#metabrainz

/

      • mayhem
        and australia sorts before EU, so that explains the first one.
      • lucifer
        i see, makes sense.
      • mayhem
        the second one is that the format sort prefers CD over digital media. I think we should move digital media to the top.
      • thoughts?
      • lucifer
        given that most listens are spotify listens +1
      • mayhem
        yeah, I hate building this bias in, but the mapping is all about assumptions and expectations.

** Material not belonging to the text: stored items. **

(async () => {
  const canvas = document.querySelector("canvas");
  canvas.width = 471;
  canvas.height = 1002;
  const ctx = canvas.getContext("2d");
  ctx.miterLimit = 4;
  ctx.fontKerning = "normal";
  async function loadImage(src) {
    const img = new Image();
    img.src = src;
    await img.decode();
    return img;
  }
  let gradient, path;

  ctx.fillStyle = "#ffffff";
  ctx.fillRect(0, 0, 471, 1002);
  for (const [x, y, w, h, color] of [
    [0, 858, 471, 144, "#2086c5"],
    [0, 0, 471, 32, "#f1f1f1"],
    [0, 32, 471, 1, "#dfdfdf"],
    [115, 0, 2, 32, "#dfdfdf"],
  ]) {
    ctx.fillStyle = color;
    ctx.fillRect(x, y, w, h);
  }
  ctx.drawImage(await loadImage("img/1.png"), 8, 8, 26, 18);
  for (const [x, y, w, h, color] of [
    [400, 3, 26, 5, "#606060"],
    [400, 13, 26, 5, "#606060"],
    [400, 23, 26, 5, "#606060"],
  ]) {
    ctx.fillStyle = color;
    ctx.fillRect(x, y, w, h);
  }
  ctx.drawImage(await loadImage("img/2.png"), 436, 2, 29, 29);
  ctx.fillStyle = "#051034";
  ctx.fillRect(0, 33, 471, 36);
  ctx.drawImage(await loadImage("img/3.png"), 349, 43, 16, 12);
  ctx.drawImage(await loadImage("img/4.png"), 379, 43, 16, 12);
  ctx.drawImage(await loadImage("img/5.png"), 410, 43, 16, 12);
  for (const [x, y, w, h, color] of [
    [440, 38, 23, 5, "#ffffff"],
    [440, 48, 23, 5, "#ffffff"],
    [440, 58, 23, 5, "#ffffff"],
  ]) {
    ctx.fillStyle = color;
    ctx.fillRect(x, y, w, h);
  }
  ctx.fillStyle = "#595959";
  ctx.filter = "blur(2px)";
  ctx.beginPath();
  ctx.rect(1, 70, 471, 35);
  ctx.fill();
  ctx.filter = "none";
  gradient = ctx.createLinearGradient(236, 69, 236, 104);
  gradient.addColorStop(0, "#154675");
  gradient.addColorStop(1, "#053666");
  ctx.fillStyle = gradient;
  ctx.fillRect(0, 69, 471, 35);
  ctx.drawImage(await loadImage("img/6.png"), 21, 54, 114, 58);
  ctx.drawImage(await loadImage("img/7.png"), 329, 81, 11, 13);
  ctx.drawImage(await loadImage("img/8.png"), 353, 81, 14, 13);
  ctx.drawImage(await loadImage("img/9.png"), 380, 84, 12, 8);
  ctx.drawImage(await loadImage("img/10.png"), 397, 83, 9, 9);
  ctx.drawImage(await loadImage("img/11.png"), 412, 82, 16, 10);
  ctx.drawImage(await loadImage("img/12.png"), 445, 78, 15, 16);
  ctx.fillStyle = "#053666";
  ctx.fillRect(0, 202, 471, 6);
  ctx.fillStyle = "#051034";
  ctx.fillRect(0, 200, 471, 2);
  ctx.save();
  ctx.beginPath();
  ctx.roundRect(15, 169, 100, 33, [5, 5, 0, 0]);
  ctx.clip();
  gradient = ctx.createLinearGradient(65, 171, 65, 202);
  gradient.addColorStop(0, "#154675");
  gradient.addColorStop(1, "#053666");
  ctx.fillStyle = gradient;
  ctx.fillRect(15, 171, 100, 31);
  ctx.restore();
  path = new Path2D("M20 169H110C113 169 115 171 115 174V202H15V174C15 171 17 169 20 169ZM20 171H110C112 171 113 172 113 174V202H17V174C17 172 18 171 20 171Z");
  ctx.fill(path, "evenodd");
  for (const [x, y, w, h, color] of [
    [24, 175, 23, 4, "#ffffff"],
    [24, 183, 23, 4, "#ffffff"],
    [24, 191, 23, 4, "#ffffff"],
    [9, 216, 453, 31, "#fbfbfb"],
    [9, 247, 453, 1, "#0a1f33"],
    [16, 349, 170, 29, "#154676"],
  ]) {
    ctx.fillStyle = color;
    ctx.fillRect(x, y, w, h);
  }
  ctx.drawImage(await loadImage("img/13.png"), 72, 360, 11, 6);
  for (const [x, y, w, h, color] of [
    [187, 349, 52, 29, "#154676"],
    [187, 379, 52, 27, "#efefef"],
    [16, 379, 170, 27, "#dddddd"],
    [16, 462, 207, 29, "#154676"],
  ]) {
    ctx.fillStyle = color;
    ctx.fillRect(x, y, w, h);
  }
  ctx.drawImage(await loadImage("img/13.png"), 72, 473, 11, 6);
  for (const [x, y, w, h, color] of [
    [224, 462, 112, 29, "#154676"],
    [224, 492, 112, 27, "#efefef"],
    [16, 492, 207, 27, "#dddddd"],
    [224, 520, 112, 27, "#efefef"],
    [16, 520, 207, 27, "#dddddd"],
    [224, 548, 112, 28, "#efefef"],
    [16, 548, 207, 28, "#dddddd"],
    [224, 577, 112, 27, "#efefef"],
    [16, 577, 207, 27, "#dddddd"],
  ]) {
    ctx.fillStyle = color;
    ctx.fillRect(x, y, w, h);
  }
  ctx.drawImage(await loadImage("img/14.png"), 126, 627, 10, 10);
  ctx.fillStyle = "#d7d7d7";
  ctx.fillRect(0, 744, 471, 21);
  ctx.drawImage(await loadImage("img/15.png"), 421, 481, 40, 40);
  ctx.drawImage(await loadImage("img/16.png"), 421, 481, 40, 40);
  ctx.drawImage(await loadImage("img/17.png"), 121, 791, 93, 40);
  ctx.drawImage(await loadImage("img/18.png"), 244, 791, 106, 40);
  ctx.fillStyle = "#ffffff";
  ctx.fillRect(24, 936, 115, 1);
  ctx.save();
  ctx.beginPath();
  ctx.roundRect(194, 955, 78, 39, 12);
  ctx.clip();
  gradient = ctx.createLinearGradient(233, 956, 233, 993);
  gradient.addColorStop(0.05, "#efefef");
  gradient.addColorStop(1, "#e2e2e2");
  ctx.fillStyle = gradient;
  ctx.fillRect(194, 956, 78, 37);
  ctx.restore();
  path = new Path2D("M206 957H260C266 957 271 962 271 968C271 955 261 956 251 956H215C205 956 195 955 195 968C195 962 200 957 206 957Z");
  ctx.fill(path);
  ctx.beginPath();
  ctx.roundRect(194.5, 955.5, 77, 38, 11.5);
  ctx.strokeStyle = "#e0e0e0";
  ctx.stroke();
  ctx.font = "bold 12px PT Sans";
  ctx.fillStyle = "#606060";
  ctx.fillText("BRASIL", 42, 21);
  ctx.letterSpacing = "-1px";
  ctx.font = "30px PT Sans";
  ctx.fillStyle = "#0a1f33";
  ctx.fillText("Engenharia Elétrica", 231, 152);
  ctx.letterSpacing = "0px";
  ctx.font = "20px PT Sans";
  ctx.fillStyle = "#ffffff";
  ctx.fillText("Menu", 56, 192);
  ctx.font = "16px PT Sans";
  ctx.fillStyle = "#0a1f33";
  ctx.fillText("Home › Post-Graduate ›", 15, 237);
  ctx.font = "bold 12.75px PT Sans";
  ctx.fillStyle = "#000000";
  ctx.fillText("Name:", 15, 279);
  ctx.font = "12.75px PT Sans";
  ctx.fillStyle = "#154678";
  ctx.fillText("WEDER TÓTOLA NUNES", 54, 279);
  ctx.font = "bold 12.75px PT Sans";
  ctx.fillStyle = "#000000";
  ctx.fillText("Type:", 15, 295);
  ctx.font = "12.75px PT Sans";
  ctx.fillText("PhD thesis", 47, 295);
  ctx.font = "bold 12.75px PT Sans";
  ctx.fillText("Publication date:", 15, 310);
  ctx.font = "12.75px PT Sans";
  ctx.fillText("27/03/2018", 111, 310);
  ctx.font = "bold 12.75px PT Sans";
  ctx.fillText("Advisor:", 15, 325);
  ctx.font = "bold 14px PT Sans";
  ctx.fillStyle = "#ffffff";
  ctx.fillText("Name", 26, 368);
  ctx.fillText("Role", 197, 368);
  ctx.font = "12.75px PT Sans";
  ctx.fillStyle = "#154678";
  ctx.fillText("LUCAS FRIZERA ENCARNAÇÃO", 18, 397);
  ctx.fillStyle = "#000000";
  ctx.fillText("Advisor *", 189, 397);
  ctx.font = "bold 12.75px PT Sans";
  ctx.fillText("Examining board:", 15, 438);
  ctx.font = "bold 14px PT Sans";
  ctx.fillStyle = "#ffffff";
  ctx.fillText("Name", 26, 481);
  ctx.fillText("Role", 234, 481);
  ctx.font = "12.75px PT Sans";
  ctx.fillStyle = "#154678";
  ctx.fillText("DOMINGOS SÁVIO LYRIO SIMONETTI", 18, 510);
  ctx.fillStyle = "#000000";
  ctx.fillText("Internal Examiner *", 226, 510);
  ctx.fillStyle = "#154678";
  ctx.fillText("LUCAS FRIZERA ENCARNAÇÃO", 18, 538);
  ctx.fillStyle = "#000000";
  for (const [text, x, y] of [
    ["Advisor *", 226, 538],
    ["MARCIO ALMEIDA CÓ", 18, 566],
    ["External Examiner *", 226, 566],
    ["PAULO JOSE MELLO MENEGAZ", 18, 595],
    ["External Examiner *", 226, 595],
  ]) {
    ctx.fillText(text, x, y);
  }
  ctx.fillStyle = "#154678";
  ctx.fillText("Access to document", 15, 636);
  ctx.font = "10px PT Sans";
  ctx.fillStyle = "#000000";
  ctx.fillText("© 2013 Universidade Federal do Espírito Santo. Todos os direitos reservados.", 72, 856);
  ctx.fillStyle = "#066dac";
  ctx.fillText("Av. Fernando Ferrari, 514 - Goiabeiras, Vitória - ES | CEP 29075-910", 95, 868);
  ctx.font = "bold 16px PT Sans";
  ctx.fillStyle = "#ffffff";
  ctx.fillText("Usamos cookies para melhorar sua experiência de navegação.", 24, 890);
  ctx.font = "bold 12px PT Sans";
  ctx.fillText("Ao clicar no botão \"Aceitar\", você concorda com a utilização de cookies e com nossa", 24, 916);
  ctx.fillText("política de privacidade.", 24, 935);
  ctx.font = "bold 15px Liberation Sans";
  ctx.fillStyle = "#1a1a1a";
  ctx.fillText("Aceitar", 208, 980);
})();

      • move on to the next?
      • lucifer
        yeah indeed
      • yes
      • mayhem
      • BrainzBot
        LB-1036: MBID Mapping improvement rollup ticket
      • mayhem
        unicode issue.
      • solved.
      • alastairp
        so the idea is that it would match a recording from a release made in US before, say, Chile? (assuming the recording was in fact released in both countries)
      • mayhem
        I see the point of this one and it would be nice, but might be hard to do.
      • alastairp
        is this a year tiebreaker? or independent of the year?
      • mayhem
        year is one of the much earlier sort columsn.
      • lucifer
        year tiebreaker
      • alastairp
        right, so it'll happen in the case that the year is the same
      • mayhem
        yes.
      • and there is a case in the mapping later that puts this to a finer point.
      • alastairp
        it sounds good (and of course, will cause its own problems in very few cases, but we're expecting that)
      • mayhem
        track length and attribution are the only differences here.
      • this latter case and the video case we may need to leave here for the time being.
      • thoughts/comments/move on?
      • lucifer
        uh jira doesn't have a way to mark comments as resolved to know what's left :/
      • mayhem
        I can paste my notes that should have a comment for each of the ticket's comments.
      • lucifer
        yes to next
      • +1
      • mayhem
      • BrainzBot
        LB-1036: MBID Mapping improvement rollup ticket
      • mayhem
        currently album always sorts higher than single.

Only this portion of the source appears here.